Pretty much as soon as I decided to start blogging again I decided that this would be a good first post. Last week I spoke to the BU chapter of the Public Relations Students Society of America. Acting against type, I put a bunch of effort into the presentation, which you can see embedded below.

It is a pretty good picture of what I did on the campaign and gives some hints as to where I think New Media is going. Parts of it are hard to understand without context, so just imagine a guy in glasses pacing back in forth in front of it, waving his hands around, and talking too fast.

November 29th, 2010 12:17 pm

And We’re Back!

Though no one ever said anything, I felt it best to avoid blogging while actually working on the campaign. I still tumbled and tweeted plenty, but not in the same why I (attempt to) blog. My tumblr isn’t as overtly political and I used Twitter partly for fun and partly in a semi-official campaign capacity.

I avoided blogging for two reasons. The first is that, while I think we are at the point where political staff are allowed to express their own opinions online (though generally it is good to avoid discussing the campaign they are on), I didn’t have any thoughts that are outside the campaign microcosm. So, while working as the New Media Director of the Deval Patrick Campaign, I had lots of thoughts about Politics and Communication, but very few of them could be expressed in terms that didn’t relate to the campaign or to Massachusetts politics. I doubt anyone was “spying” on me, nor that anything they would read on this blog would give an edge, it was probably better to avoid the situation entirely.

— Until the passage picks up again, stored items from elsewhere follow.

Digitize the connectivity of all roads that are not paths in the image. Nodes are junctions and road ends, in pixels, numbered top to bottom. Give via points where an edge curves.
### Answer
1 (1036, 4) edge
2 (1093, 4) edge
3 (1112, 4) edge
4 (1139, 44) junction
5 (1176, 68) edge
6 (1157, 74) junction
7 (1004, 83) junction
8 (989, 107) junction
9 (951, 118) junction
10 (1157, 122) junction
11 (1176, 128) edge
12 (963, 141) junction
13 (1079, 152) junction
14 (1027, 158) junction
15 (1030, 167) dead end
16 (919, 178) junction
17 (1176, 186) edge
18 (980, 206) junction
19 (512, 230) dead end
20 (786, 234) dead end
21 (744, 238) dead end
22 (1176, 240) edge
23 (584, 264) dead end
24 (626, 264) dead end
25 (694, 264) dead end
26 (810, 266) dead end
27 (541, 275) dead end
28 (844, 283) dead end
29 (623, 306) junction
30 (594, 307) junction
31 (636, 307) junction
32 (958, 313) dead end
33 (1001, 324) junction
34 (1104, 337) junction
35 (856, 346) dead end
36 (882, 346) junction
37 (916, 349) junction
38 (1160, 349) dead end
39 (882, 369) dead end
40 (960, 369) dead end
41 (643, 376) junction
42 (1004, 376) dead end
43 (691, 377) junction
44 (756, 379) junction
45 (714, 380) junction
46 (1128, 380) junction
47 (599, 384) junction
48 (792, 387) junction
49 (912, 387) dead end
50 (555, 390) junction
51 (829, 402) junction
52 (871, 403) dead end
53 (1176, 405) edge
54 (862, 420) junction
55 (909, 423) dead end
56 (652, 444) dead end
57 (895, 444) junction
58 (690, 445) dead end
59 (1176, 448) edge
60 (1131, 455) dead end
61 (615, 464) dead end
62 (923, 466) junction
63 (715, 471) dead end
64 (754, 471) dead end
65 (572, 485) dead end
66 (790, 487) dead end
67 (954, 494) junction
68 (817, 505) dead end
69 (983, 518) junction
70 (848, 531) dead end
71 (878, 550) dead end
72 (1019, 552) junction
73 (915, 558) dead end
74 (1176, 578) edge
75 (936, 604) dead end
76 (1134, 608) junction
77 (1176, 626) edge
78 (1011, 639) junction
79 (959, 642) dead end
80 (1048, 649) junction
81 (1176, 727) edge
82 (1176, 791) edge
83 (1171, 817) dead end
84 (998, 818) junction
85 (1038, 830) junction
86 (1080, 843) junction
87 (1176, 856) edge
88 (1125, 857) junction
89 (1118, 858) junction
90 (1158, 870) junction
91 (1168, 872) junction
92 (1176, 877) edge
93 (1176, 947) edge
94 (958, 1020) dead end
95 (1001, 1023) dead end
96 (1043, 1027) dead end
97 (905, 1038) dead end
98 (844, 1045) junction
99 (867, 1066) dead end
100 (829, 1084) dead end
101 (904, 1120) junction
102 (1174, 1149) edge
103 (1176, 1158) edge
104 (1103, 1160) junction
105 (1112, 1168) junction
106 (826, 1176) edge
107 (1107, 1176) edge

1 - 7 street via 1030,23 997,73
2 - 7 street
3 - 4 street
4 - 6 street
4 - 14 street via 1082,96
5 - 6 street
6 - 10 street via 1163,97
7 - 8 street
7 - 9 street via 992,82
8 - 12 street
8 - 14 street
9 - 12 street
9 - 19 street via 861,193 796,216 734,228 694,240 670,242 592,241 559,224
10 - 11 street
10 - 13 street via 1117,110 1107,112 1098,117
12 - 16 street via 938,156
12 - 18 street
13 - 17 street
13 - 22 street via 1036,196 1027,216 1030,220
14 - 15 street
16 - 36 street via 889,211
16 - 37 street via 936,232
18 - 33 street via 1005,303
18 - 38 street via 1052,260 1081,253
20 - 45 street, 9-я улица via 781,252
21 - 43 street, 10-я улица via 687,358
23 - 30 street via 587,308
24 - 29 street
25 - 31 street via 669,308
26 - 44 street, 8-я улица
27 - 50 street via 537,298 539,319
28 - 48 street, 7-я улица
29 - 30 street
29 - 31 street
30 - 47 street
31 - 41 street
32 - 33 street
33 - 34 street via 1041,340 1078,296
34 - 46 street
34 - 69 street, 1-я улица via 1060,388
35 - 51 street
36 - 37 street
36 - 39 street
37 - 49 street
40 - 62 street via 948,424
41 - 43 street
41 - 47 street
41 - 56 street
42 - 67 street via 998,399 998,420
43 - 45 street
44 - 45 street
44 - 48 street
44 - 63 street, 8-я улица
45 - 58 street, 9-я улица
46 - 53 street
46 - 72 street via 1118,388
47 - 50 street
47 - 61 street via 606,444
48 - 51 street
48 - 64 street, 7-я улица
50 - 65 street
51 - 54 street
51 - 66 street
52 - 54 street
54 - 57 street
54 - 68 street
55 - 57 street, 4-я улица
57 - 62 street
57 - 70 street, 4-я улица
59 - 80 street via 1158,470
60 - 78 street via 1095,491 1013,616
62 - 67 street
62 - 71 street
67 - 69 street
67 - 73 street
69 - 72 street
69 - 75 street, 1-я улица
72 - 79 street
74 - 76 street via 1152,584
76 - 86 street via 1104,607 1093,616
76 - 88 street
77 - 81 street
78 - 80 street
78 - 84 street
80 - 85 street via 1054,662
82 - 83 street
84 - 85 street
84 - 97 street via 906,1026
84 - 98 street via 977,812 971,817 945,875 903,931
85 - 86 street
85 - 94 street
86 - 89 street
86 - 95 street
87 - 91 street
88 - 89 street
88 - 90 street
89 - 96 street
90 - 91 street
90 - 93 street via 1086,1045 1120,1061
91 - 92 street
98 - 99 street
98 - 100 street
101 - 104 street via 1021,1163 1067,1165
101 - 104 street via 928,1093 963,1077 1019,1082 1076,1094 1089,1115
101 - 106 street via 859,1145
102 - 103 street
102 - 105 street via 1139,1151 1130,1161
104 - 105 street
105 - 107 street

The second reason I didn’t blog was a lot more practical: I just didn’t have time. In fact, you could probably ignore that BS-sounding first reason entirely. Campaigns just don’t give you the time for anything like that.

But I find myself with more time and the desire to write a bit more, so here we are. No idea how often I will write, but I am going to try to do a post per day and one of those del.icio.us autoposty thingies for other links once per day (if I can get it hooked up). We will see how it goes once I use up all the ideas I saved up over the course of the campaign.

December 3rd, 2009 4:50 pm

Creating mountains out of molehills

Joan Vennochi devoted today’s column to one of the major subtexts of the Senate race – gender. I agree with her general sentiment: that we need more female politicians in Massachusetts. However, the column tries a little to hard to make political disagreements into major gender divides.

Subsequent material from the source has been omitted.